Foscht et al. (2017, S. 50–54) beschreiben, dass Emotionen mittels physiologischer Indikatoren quantitativ und valide gemessen werden können. Mithilfe der elektrodermalen Reaktion (EDR) kann ein kurzzeitiges Absinken des elektrischen Leitungswiderstandes der Haut festgestellt werden.

Unter Berücksichtigung der Psychobiologie kommen darüber hinaus Verfahren wie die Messung des Blutdrucks, der Stimmfrequenz, der Gehirnströme und der Herzfrequenz zum Einsatz. Im Weiteren können mittels einer Positronen-Emissionstomographie (PET) oder Magnetresonanztomographen (MRT) Gehirnregionen identifiziert werden, die durch S angesprochen werden. Zur Evaluation der qualitativen Dimension von Emotionen werden Befragungen durchgeführt (Foscht et al., 2017, S. 50).

Messung von Motivation

Gemäß Foscht et al. (2017, S. 64–67) wird in der Konsumentenverhaltensforschung zur Messbarmachung der Motivation insbesondere die psychologische Disziplin der Motivforschung herangezogen, die der Erforschung der menschlichen Motivation (Ziele, Wünsche, Triebe und Neigungen) dient. Dabei werden Assoziations- und Projektionsverfahren sowie verbale (Sprache) und nonverbale (Bilder) Aspekte mittels offener Interviews abgefragt oder es erfolgen indirekte Befragungen, sogenannte projektive Tests (thematische Apperzeptionstest (TAT) oder der Rorschach-Test). Während dieser Untersuchungen werden den Testpersonen verschiedene Bilder mit Lebens-, Konsum- oder Kaufsituationen vorgelegt. Die Probanden assoziieren und beschreiben, was sie auf den Bildern sehen. Anhand der Aussagen kann schließlich auf Ziele, Wünsche oder Triebe geschlossen werden, z. B. auf den Wunsch nach Belohnung.
Diese Ergebnisse können dazu genutzt werden, gezielte Werbemassnahmen umzusetzen.

Messung der Einstellung

Die Einstellung der Konsumenten können mittels unterschiedlicher Ansätze, die sich an der Drei-Komponenten-Theorie orientieren, gemessen werden. Anhand der affektiven Komponente können Gefühlsäußerungen und die Reaktionen des autonomen Nervensystems erfasst werden. Bei der kognitiven Komponente werden verbal geäußerte Urteile zu einem Meinungsgegenstand beurteilt und es werden Rückschlüsse auf die Einstellung getroffen. Bei der konativen Komponente werden das Verhalten sowie Auskünfte über das eigene Verhalten mithilfe von Beobachtungen erfasst (Foscht et al., 2017, S. 76–79).

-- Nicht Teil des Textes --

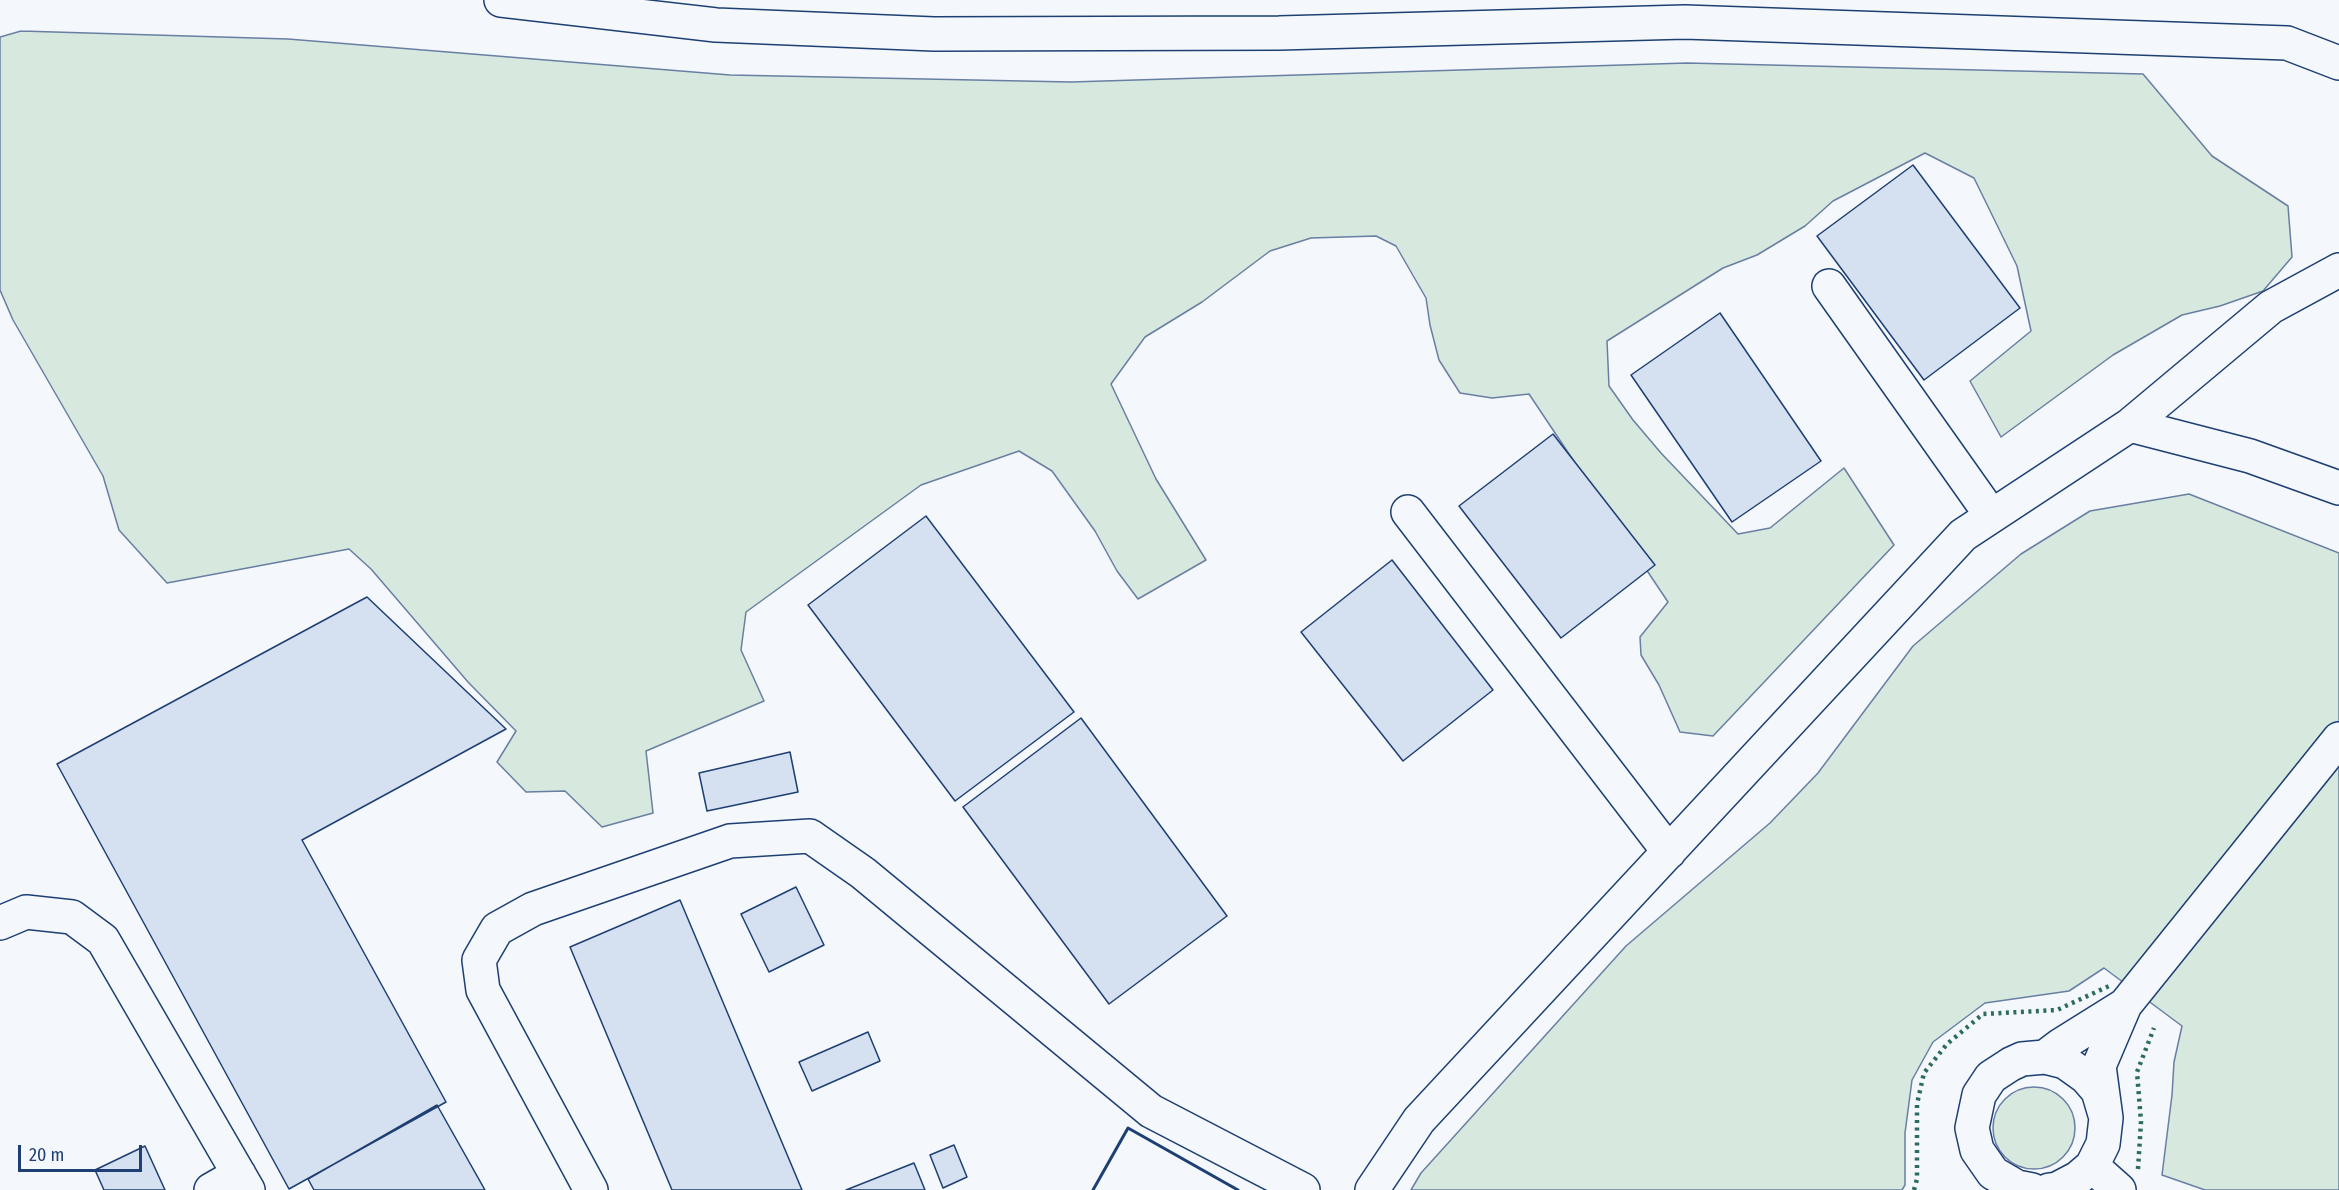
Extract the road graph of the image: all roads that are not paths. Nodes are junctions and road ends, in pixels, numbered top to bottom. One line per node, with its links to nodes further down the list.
1 (501, 0): 2 (lane)
2 (2339, 63)
3 (2339, 270): 5 (lane)
4 (1829, 286): 8 (lane)
5 (2130, 425): 6 (lane); 8 (lane)
6 (2339, 488)
7 (1408, 512): 10 (lane)
8 (1992, 515): 10 (lane)
9 (2339, 739): 12 (lane)
10 (1669, 852): 21 (lane)
11 (0, 923): 17 (lane)
12 (2125, 1005): 13 (lane); 14 (lane)
13 (2045, 1057): 14 (lane); 16 (lane)
14 (2106, 1118): 15 (lane)
15 (2092, 1166): 23 (lane); 24 (lane)
16 (1984, 1181): 22 (lane)
17 (243, 1182): 18 (lane)
18 (211, 1190)
19 (591, 1190): 20 (lane)
20 (1303, 1190)
21 (1372, 1190)
22 (2032, 1190)
23 (2049, 1190)
24 (2119, 1190)

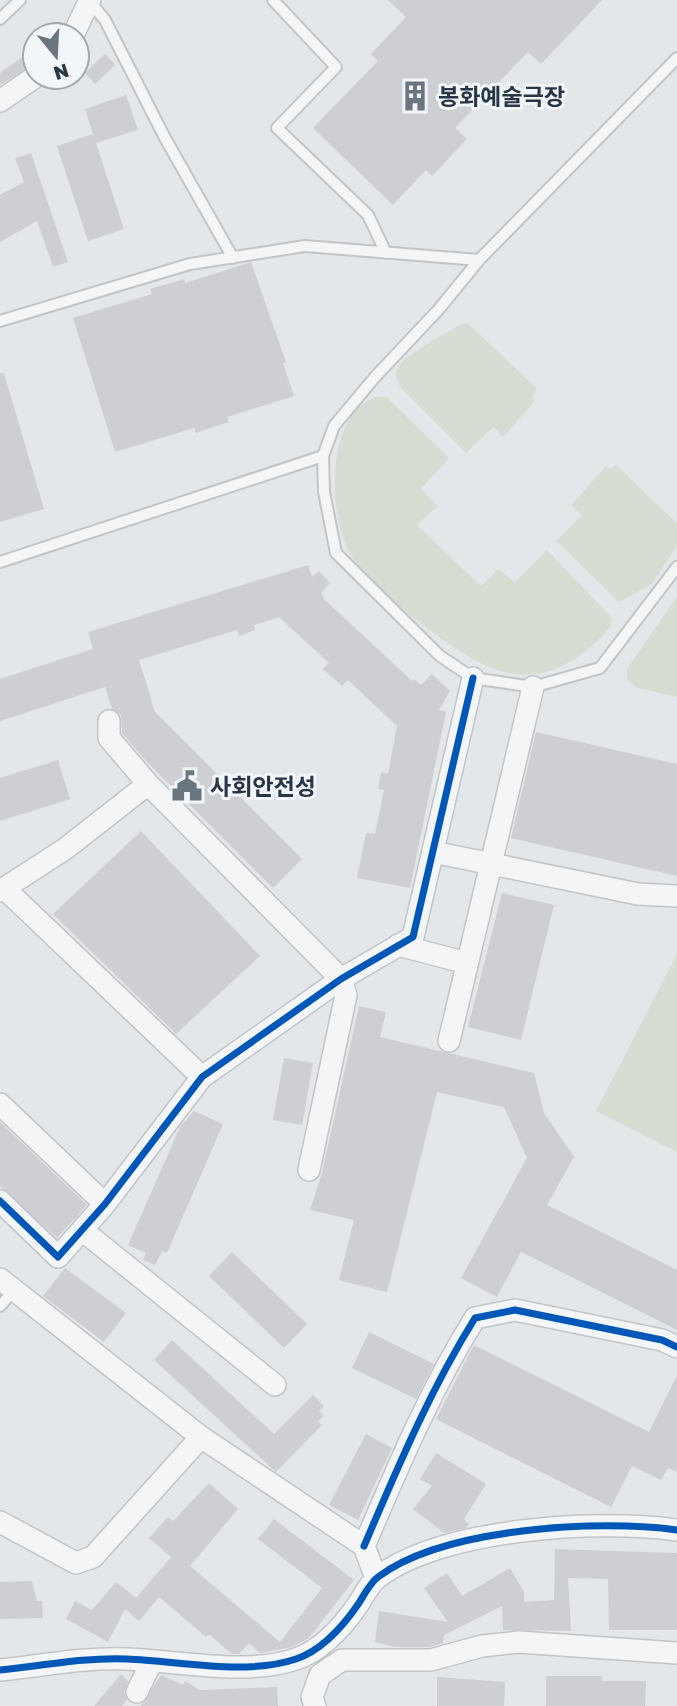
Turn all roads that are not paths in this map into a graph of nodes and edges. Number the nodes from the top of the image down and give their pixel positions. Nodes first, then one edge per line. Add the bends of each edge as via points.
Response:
1 (20, 0) edge
2 (273, 0) edge
3 (90, 1) edge
4 (0, 19) edge
5 (80, 21) edge
6 (677, 58) edge
7 (21, 87) edge
8 (0, 101) edge
9 (386, 253) junction
10 (233, 258) junction
11 (480, 260) junction
12 (0, 321) edge
13 (323, 456) junction
14 (0, 562) edge
15 (677, 567) edge
16 (473, 678) junction
17 (533, 687) junction
18 (109, 720) dead end
19 (148, 784) junction
20 (433, 852) junction
21 (489, 864) junction
22 (2, 889) edge
23 (677, 896) edge
24 (398, 945) junction
25 (467, 963) junction
26 (341, 979) junction
27 (449, 1041) dead end
28 (202, 1077) junction
29 (0, 1104) edge
30 (309, 1170) dead end
31 (0, 1200) edge
32 (105, 1204) junction
33 (82, 1230) junction
34 (5, 1292) edge
35 (677, 1347) edge
36 (275, 1385) dead end
37 (201, 1437) junction
38 (0, 1522) edge
39 (677, 1530) edge
40 (364, 1546) junction
41 (376, 1578) junction
42 (677, 1653) edge
43 (152, 1661) junction
44 (0, 1670) edge
45 (137, 1692) dead end
46 (315, 1706) edge

1 - 4 lane
2 - 9 lane via 336,67 277,128 368,215
3 - 5 street
3 - 10 lane via 105,20
6 - 11 lane
7 - 8 street
9 - 10 lane via 305,246
9 - 11 lane
10 - 12 lane via 190,264
11 - 13 lane via 334,426
13 - 14 lane
13 - 16 lane via 324,492 336,553 440,656
15 - 17 lane via 600,668
16 - 17 lane
16 - 20 street
17 - 21 street
18 - 19 street via 109,738
19 - 22 street via 65,849
19 - 26 street
20 - 21 street
20 - 24 street via 413,937
21 - 23 street via 639,894
21 - 25 street
22 - 28 street
24 - 25 street
24 - 26 street
25 - 27 street
26 - 28 street
26 - 30 street via 346,995
28 - 32 street
29 - 32 street
31 - 33 street via 58,1257
32 - 33 street
33 - 36 street
34 - 37 street
35 - 40 street via 515,1310 475,1318 415,1430
37 - 38 street via 93,1557 76,1563
37 - 40 street
39 - 41 street via 569,1528 477,1538 428,1552
40 - 41 street
41 - 43 street via 347,1621 317,1649 297,1658 216,1666
42 - 46 street via 519,1642 431,1660 342,1660 320,1675 312,1697
43 - 44 street via 124,1659
43 - 45 street

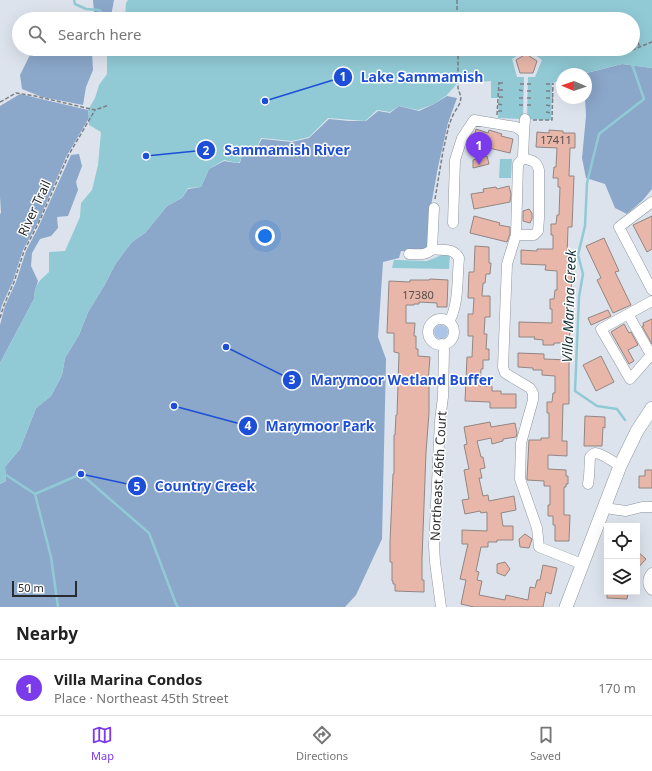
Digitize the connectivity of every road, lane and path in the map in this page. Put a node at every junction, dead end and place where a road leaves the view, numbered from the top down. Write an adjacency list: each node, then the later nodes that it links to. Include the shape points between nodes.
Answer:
1 (457, 0): 2 (path)
2 (457, 12)
3 (652, 42): 4 (path)
4 (640, 47)
5 (458, 56): 49 (path, via 458,88 461,97 450,125 442,157)
6 (498, 83): 7 (path)
7 (505, 84)
8 (520, 84): 9 (path)
9 (524, 84)
10 (528, 84): 11 (path)
11 (532, 84)
12 (546, 84): 13 (path)
13 (553, 84)
14 (498, 90): 15 (path)
15 (505, 90)
16 (519, 90): 17 (path)
17 (524, 91)
18 (527, 91): 19 (path)
19 (532, 91)
20 (546, 91): 21 (path)
21 (553, 91)
22 (498, 97): 23 (path)
23 (505, 97)
24 (519, 98): 25 (path)
25 (524, 98)
26 (527, 98): 27 (path)
27 (532, 98)
28 (546, 98): 29 (path)
29 (552, 98)
30 (0, 102): 40 (path, via 16,93)
31 (498, 104): 32 (path)
32 (504, 104)
33 (110, 105): 40 (path)
34 (519, 105): 35 (path)
35 (524, 105)
36 (527, 105): 37 (path)
37 (532, 105)
38 (546, 105): 39 (path)
39 (552, 106)
40 (95, 110): 57 (path, River Trail, via 68,156 24,251)
41 (498, 111): 42 (path)
42 (504, 111)
43 (546, 112): 44 (path)
44 (552, 113)
45 (525, 119): 46 (street)
46 (524, 133): 47 (street); 50 (street, via 516,127 474,120 462,138 455,160)
47 (523, 158): 51 (street, via 518,164); 51 (street, via 535,161 538,165 538,231 534,235)
48 (652, 202): 54 (street, via 619,227)
49 (434, 208): 52 (street)
50 (453, 223)
51 (516, 235): 65 (street, via 507,264 503,367 505,373 530,388 533,393 521,443 520,479 537,528 539,547)
52 (432, 249): 53 (street, via 426,254); 58 (street, via 451,250 459,258 457,294)
53 (409, 254)
54 (652, 290)
55 (652, 301): 56 (street)
56 (628, 314): 56 (street, via 601,329 630,379 651,355)
57 (0, 318)
58 (449, 322): 59 (street, via 453,329 452,337); 59 (street, via 437,320 430,324 428,332 431,340)
59 (442, 344): 68 (street, Northeast 46th Court, via 443,397 434,546)
60 (652, 408): 61 (main road, via 637,431)
61 (620, 466): 62 (street, via 595,453 590,458); 63 (main road)
62 (588, 484)
63 (604, 506): 64 (street, via 626,511); 65 (main road)
64 (652, 507)
65 (582, 564): 69 (main road)
66 (652, 573): 67 (street, via 648,581)
67 (652, 590)
68 (441, 607)
69 (566, 607)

Messung der Aufmerksamkeit

Die Kognition, im Speziellen die Aufmerksamkeit, leidet unter der in der Gesellschaft anzunehmenden Reizüberflutung, was zu einem Aufmerksamkeitsdefizit führt. In der Forschung wird davon ausgegangen, dass der sensorische Speicher während der Betrachtung einer Werbung nach 5 Sekunden voll ist. Die Ressourcen, die notwendig sind, um Informationen in den Kurzzeitspeicher zu übernehmen, sind demnach beschränkt. Diesem Umstand soll Abhilfe geschaffen werden, wobei Verfahren wie das Eye Tracking zur Aufzeichnung des Blickverlaufs zum Einsatz kommen mit dem Ziel, die visuelle Kommunikation an den dabei gewonnenen Erkenntnissen auszurichten (Foscht et al., 2017, S. 88).